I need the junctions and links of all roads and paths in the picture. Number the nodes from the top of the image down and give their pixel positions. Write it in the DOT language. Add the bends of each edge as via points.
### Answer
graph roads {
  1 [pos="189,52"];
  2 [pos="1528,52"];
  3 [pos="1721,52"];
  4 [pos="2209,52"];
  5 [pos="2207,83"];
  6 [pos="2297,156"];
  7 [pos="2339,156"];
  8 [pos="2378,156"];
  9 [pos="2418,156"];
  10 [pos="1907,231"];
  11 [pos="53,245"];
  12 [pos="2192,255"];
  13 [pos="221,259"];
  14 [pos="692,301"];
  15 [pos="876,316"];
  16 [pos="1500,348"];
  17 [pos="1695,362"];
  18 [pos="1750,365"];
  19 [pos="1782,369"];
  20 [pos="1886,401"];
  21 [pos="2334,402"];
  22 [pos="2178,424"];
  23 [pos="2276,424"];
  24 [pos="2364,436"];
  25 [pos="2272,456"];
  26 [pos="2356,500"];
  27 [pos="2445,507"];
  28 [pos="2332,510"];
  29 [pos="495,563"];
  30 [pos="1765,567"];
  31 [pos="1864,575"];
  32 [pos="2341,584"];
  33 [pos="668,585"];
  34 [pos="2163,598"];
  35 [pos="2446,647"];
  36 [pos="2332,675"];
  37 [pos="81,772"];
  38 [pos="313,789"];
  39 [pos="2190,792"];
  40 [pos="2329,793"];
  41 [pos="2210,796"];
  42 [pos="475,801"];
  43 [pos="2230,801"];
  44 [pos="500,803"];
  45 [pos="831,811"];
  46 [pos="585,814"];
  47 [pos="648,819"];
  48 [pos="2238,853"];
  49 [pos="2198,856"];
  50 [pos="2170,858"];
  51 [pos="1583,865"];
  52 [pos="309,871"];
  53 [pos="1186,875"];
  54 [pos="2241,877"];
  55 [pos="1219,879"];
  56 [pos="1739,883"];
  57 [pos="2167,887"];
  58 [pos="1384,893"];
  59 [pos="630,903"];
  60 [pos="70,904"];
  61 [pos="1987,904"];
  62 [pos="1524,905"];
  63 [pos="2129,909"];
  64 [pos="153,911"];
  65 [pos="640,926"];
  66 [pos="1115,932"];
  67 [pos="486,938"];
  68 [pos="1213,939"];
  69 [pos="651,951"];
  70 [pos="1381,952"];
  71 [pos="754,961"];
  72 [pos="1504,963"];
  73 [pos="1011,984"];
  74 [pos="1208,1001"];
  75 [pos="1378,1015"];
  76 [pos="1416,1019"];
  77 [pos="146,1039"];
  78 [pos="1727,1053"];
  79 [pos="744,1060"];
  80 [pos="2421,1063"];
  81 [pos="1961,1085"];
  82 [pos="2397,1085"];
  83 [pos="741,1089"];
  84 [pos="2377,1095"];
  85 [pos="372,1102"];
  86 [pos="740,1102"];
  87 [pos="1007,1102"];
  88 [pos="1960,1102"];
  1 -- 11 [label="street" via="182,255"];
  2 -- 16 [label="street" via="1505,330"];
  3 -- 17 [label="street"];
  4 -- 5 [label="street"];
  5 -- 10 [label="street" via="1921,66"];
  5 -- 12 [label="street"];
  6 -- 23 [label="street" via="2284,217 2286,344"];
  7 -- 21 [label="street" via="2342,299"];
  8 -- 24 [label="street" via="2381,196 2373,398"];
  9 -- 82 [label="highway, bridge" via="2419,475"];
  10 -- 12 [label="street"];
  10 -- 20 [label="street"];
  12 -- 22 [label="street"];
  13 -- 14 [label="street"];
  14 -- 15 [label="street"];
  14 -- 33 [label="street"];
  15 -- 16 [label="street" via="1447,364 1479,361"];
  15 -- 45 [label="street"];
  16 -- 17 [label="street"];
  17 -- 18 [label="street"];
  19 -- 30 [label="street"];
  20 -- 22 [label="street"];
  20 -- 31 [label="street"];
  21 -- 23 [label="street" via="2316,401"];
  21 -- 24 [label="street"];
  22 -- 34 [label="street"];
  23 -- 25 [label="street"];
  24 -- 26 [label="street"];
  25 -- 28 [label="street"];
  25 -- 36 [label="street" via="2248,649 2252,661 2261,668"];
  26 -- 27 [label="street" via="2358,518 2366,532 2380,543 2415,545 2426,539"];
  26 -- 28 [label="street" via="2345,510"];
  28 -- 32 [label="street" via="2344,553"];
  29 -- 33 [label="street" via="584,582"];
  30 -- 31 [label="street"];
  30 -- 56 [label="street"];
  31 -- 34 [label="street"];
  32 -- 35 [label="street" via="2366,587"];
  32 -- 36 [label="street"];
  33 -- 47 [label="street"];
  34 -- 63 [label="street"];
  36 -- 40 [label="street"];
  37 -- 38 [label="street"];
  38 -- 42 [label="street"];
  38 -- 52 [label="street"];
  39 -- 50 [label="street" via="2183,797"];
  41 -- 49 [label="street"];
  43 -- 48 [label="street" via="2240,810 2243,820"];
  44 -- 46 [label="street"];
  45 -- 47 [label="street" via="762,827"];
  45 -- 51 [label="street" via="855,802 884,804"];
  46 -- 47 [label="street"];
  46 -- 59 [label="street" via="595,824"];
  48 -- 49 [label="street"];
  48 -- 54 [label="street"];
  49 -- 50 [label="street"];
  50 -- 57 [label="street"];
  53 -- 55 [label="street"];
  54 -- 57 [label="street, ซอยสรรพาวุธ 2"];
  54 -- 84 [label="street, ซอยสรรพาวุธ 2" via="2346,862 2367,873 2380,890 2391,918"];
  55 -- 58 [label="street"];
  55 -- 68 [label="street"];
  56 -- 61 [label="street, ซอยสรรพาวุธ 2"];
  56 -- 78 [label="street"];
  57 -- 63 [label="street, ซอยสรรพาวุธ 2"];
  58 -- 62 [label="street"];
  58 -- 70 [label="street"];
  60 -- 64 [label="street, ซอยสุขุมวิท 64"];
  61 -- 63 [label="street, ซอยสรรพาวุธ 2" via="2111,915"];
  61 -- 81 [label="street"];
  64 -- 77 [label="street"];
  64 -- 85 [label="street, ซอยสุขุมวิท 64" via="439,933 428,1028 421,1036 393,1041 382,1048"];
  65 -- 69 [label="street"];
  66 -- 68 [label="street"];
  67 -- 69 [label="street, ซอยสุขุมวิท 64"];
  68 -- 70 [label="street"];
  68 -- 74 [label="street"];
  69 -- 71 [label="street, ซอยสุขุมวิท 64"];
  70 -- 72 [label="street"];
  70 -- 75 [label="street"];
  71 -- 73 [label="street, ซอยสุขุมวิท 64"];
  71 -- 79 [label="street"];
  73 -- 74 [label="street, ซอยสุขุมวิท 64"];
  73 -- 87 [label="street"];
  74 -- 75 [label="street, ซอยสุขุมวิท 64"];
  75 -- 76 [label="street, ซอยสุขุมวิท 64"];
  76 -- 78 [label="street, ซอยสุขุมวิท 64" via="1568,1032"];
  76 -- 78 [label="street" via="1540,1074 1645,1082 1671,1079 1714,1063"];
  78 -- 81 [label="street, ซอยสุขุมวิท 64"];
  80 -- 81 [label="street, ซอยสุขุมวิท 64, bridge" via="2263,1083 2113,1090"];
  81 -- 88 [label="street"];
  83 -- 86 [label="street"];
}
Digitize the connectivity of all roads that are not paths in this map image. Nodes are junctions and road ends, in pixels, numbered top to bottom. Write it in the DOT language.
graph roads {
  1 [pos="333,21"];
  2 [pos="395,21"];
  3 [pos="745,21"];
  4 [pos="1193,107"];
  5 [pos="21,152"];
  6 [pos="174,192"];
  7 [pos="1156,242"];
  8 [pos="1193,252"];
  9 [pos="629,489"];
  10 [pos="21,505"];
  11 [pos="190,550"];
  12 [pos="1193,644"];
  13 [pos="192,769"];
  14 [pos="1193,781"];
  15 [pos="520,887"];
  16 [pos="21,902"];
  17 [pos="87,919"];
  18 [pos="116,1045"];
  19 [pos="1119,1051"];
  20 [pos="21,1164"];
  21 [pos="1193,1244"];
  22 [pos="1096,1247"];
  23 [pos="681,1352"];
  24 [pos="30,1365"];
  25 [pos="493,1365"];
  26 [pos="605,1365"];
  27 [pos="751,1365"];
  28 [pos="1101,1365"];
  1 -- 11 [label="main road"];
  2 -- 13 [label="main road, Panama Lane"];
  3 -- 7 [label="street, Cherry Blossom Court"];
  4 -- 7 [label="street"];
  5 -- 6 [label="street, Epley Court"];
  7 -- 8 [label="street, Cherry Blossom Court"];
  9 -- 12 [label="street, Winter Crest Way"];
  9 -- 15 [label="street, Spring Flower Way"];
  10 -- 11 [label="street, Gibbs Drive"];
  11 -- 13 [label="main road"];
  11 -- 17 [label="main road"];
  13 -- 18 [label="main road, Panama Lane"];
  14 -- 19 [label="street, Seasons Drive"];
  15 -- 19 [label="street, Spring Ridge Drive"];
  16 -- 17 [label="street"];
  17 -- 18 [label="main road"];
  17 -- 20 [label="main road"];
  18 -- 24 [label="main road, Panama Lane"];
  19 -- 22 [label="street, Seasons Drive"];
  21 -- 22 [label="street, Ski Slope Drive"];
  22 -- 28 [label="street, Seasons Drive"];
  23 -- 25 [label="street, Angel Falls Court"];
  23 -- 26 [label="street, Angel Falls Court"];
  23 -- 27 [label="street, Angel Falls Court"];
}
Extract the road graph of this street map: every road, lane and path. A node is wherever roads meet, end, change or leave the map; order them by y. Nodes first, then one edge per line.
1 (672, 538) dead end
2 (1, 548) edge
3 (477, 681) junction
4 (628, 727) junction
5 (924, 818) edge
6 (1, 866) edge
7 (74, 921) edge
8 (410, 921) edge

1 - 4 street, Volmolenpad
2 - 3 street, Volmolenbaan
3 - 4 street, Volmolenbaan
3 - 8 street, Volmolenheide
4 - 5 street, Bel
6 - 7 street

_ _ _

> [WHAT YOU ARE ASKED TO DO]: Every line above in which the word "Volmolenbaan" is present must be copied into the answer.

> [YOUR SOLUTION]:
2 - 3 street, Volmolenbaan
3 - 4 street, Volmolenbaan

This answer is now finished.